The fertile soil provides Mr. Hiscock with a very productive woodlot. At an elevation of 250 metres, the tree species are typical tolerant hardwoods such as sugar maple, yellow birch, and beech predominate, with a scattering of spruce, hemlock, balsam fir, cedar, white birch, red maple, white pine and ash.

This is typical for this ecodistrict. Sugar maple, yellow birch, and beech, with scattered red spruce and hemlock are the dominant species. However white ash, iron wood, and red oak are also found here. On the poorly drained flats, black spruce, white spruce, red pine and white pine dominate. Some wet sites with better fertility have considerable cedar in the mix.

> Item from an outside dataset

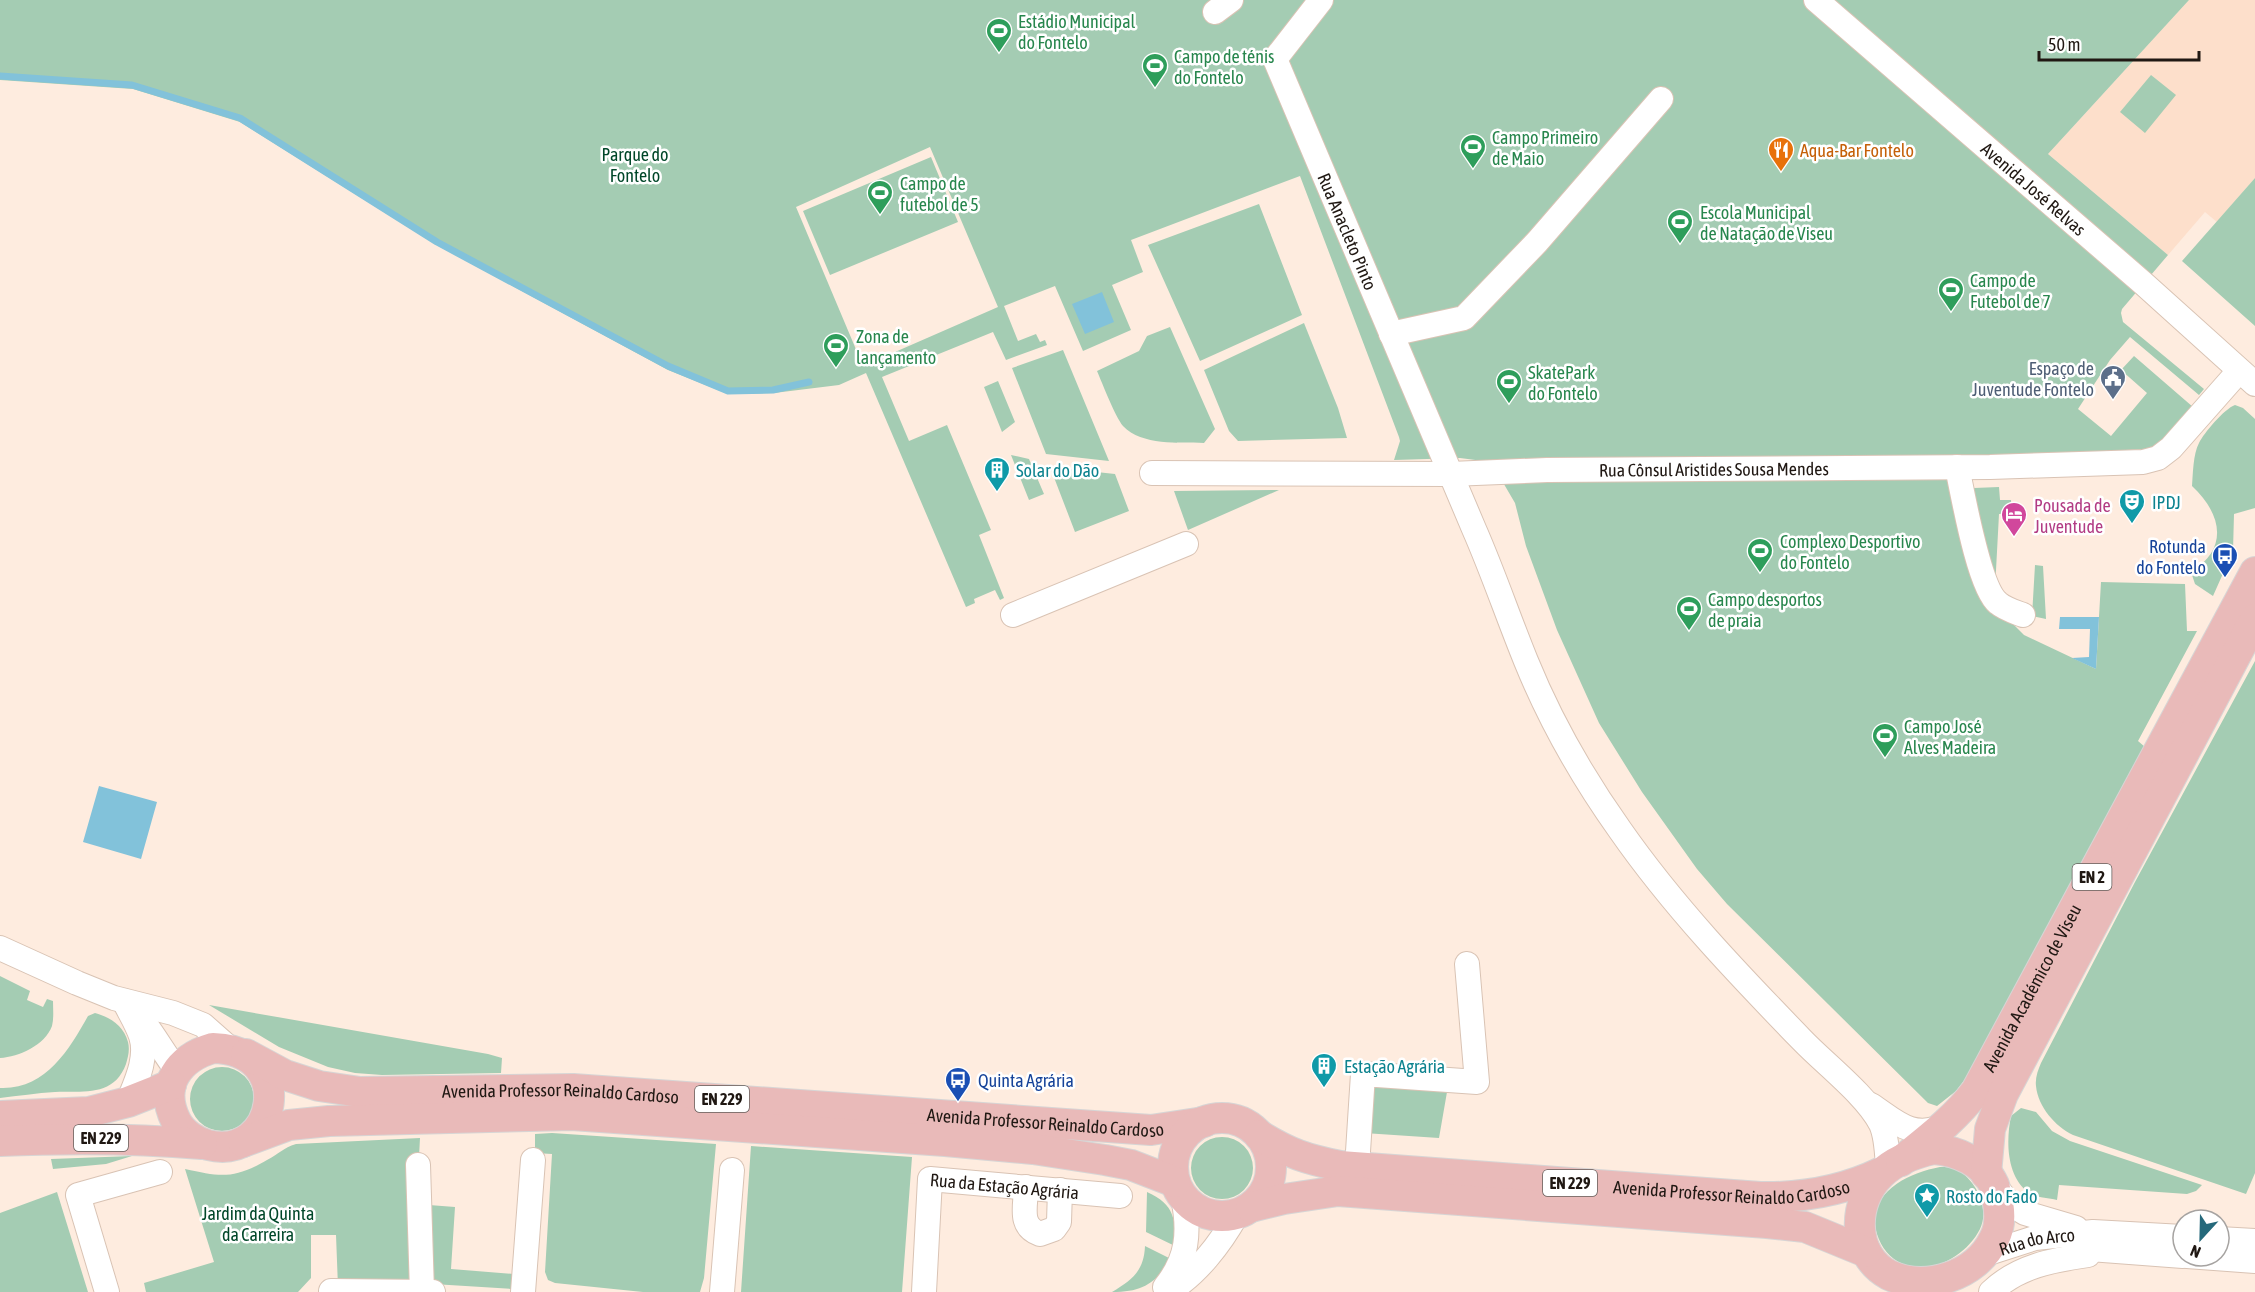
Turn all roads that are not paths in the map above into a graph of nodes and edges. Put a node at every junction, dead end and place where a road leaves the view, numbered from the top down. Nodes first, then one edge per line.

Large areas of forest are at an early successional stage characterized by forests of poplar, red maple and white birch with mixtures of spruce and fir in the understory.

Mr. Hiscock developed his appreciation for forest and woodlot management as a boy helping his father in the woods in the winter.

Mr. Hiscock recalls that when he was young we went to the woods in the winter to cut firewood for the house and to cut some sawlogs for sale or for their own construction needs. "We cut and yarded to a brow and then loaded them on bobsleds to haul out."

 

Harvesting History

The harvesting was by single tree selection, taking the oldest and the poorest quality trees. This harvest method has allowed the tolerant species to continue to re-establish and maintain a predominately tolerant hardwood condition across the woodlot. Exceptions to tolerant hardwood condition occurs in low wet areas where spruce, cedar, hemlock and balsam fir predominate.

A second exception is an area called the sheep pasture, which had been cleared for a sheep pasture, but was allowed to revert back to forest. According to Mr. Hiscock, the area regenerated with intolerant hardwoods; pin cherry, white birch, along with balsam fir. White pine seeded in from the lone white pine tree on the woodlot. The sheep pasture was thinned for Christmas trees in the late seventies, but they were not tended. "Now they are pulpwood".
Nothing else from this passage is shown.